Start of ENTRIES SHOWN

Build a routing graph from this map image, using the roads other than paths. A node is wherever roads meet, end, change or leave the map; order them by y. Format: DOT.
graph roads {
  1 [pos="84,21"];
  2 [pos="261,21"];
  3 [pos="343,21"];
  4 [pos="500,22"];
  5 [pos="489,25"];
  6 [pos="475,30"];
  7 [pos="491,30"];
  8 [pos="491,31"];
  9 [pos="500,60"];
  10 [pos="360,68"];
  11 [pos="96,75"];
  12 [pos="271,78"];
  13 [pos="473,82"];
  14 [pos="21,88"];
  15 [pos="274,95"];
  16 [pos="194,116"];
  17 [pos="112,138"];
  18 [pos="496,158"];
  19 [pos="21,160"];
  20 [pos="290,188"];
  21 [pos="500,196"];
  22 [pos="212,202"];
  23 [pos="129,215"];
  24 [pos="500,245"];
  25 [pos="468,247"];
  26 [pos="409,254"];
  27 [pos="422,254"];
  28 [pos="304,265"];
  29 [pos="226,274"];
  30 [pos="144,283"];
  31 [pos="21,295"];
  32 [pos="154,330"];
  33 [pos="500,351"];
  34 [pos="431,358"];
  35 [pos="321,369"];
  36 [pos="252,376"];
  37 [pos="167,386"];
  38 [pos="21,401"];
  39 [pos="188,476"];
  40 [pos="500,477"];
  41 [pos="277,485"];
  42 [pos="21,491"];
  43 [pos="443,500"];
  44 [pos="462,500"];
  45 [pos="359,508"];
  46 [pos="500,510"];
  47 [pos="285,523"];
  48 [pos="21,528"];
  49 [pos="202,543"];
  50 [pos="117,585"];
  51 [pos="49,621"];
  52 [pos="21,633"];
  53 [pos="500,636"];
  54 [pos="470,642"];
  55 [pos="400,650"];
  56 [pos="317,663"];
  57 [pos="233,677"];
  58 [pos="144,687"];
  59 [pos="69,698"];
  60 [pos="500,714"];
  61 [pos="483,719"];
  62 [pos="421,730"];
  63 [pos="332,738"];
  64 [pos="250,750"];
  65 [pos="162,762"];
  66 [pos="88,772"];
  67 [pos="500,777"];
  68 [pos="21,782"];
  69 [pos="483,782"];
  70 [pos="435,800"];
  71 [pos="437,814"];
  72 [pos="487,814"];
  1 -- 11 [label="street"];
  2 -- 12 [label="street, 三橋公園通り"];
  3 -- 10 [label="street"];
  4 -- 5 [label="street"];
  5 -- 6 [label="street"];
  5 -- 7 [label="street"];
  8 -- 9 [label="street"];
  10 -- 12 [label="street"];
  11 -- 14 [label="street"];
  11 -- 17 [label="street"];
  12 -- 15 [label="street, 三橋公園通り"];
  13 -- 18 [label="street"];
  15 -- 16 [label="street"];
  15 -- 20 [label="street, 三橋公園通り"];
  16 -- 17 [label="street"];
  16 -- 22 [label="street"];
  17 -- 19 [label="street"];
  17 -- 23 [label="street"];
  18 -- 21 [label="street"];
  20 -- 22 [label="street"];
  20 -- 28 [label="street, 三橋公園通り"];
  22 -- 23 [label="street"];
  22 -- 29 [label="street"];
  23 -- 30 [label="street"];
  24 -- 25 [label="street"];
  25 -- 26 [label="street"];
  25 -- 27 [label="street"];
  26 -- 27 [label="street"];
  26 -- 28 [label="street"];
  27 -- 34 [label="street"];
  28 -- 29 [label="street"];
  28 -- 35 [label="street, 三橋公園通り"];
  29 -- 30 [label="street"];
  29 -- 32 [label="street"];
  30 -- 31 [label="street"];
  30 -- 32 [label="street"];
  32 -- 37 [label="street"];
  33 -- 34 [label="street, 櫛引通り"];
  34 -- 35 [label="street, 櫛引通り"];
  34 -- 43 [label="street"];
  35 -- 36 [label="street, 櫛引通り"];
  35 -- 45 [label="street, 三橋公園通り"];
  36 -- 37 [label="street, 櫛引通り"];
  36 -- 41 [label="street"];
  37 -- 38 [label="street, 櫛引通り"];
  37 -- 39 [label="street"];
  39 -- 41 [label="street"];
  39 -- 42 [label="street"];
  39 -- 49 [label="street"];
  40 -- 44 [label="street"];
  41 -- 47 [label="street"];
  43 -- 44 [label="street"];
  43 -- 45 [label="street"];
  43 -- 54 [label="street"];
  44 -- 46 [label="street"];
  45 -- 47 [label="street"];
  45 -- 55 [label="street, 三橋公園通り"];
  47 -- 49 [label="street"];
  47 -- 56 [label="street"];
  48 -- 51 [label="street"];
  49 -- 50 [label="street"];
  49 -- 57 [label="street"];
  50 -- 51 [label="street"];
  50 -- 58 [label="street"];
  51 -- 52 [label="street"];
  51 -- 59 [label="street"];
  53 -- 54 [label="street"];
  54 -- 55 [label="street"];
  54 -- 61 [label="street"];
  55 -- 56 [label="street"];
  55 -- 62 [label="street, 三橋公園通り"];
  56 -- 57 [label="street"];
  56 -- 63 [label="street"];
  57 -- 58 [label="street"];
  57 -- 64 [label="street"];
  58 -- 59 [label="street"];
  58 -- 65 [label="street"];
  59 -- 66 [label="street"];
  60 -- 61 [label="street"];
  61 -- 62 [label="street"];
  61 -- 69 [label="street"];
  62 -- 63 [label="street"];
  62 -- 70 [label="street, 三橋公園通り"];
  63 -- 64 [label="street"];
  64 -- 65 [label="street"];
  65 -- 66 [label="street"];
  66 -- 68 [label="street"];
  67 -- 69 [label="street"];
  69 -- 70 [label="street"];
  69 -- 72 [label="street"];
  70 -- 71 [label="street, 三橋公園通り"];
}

End of ENTRIES SHOWN

PROBLEM:
An exact copy of every record is needed, so retype them all.

SOLUTION FOR THIS TASK:
Build a routing graph from this map image, using the roads other than paths. A node is wherever roads meet, end, change or leave the map; order them by y. Format: DOT.
graph roads {
  1 [pos="84,21"];
  2 [pos="261,21"];
  3 [pos="343,21"];
  4 [pos="500,22"];
  5 [pos="489,25"];
  6 [pos="475,30"];
  7 [pos="491,30"];
  8 [pos="491,31"];
  9 [pos="500,60"];
  10 [pos="360,68"];
  11 [pos="96,75"];
  12 [pos="271,78"];
  13 [pos="473,82"];
  14 [pos="21,88"];
  15 [pos="274,95"];
  16 [pos="194,116"];
  17 [pos="112,138"];
  18 [pos="496,158"];
  19 [pos="21,160"];
  20 [pos="290,188"];
  21 [pos="500,196"];
  22 [pos="212,202"];
  23 [pos="129,215"];
  24 [pos="500,245"];
  25 [pos="468,247"];
  26 [pos="409,254"];
  27 [pos="422,254"];
  28 [pos="304,265"];
  29 [pos="226,274"];
  30 [pos="144,283"];
  31 [pos="21,295"];
  32 [pos="154,330"];
  33 [pos="500,351"];
  34 [pos="431,358"];
  35 [pos="321,369"];
  36 [pos="252,376"];
  37 [pos="167,386"];
  38 [pos="21,401"];
  39 [pos="188,476"];
  40 [pos="500,477"];
  41 [pos="277,485"];
  42 [pos="21,491"];
  43 [pos="443,500"];
  44 [pos="462,500"];
  45 [pos="359,508"];
  46 [pos="500,510"];
  47 [pos="285,523"];
  48 [pos="21,528"];
  49 [pos="202,543"];
  50 [pos="117,585"];
  51 [pos="49,621"];
  52 [pos="21,633"];
  53 [pos="500,636"];
  54 [pos="470,642"];
  55 [pos="400,650"];
  56 [pos="317,663"];
  57 [pos="233,677"];
  58 [pos="144,687"];
  59 [pos="69,698"];
  60 [pos="500,714"];
  61 [pos="483,719"];
  62 [pos="421,730"];
  63 [pos="332,738"];
  64 [pos="250,750"];
  65 [pos="162,762"];
  66 [pos="88,772"];
  67 [pos="500,777"];
  68 [pos="21,782"];
  69 [pos="483,782"];
  70 [pos="435,800"];
  71 [pos="437,814"];
  72 [pos="487,814"];
  1 -- 11 [label="street"];
  2 -- 12 [label="street, 三橋公園通り"];
  3 -- 10 [label="street"];
  4 -- 5 [label="street"];
  5 -- 6 [label="street"];
  5 -- 7 [label="street"];
  8 -- 9 [label="street"];
  10 -- 12 [label="street"];
  11 -- 14 [label="street"];
  11 -- 17 [label="street"];
  12 -- 15 [label="street, 三橋公園通り"];
  13 -- 18 [label="street"];
  15 -- 16 [label="street"];
  15 -- 20 [label="street, 三橋公園通り"];
  16 -- 17 [label="street"];
  16 -- 22 [label="street"];
  17 -- 19 [label="street"];
  17 -- 23 [label="street"];
  18 -- 21 [label="street"];
  20 -- 22 [label="street"];
  20 -- 28 [label="street, 三橋公園通り"];
  22 -- 23 [label="street"];
  22 -- 29 [label="street"];
  23 -- 30 [label="street"];
  24 -- 25 [label="street"];
  25 -- 26 [label="street"];
  25 -- 27 [label="street"];
  26 -- 27 [label="street"];
  26 -- 28 [label="street"];
  27 -- 34 [label="street"];
  28 -- 29 [label="street"];
  28 -- 35 [label="street, 三橋公園通り"];
  29 -- 30 [label="street"];
  29 -- 32 [label="street"];
  30 -- 31 [label="street"];
  30 -- 32 [label="street"];
  32 -- 37 [label="street"];
  33 -- 34 [label="street, 櫛引通り"];
  34 -- 35 [label="street, 櫛引通り"];
  34 -- 43 [label="street"];
  35 -- 36 [label="street, 櫛引通り"];
  35 -- 45 [label="street, 三橋公園通り"];
  36 -- 37 [label="street, 櫛引通り"];
  36 -- 41 [label="street"];
  37 -- 38 [label="street, 櫛引通り"];
  37 -- 39 [label="street"];
  39 -- 41 [label="street"];
  39 -- 42 [label="street"];
  39 -- 49 [label="street"];
  40 -- 44 [label="street"];
  41 -- 47 [label="street"];
  43 -- 44 [label="street"];
  43 -- 45 [label="street"];
  43 -- 54 [label="street"];
  44 -- 46 [label="street"];
  45 -- 47 [label="street"];
  45 -- 55 [label="street, 三橋公園通り"];
  47 -- 49 [label="street"];
  47 -- 56 [label="street"];
  48 -- 51 [label="street"];
  49 -- 50 [label="street"];
  49 -- 57 [label="street"];
  50 -- 51 [label="street"];
  50 -- 58 [label="street"];
  51 -- 52 [label="street"];
  51 -- 59 [label="street"];
  53 -- 54 [label="street"];
  54 -- 55 [label="street"];
  54 -- 61 [label="street"];
  55 -- 56 [label="street"];
  55 -- 62 [label="street, 三橋公園通り"];
  56 -- 57 [label="street"];
  56 -- 63 [label="street"];
  57 -- 58 [label="street"];
  57 -- 64 [label="street"];
  58 -- 59 [label="street"];
  58 -- 65 [label="street"];
  59 -- 66 [label="street"];
  60 -- 61 [label="street"];
  61 -- 62 [label="street"];
  61 -- 69 [label="street"];
  62 -- 63 [label="street"];
  62 -- 70 [label="street, 三橋公園通り"];
  63 -- 64 [label="street"];
  64 -- 65 [label="street"];
  65 -- 66 [label="street"];
  66 -- 68 [label="street"];
  67 -- 69 [label="street"];
  69 -- 70 [label="street"];
  69 -- 72 [label="street"];
  70 -- 71 [label="street, 三橋公園通り"];
}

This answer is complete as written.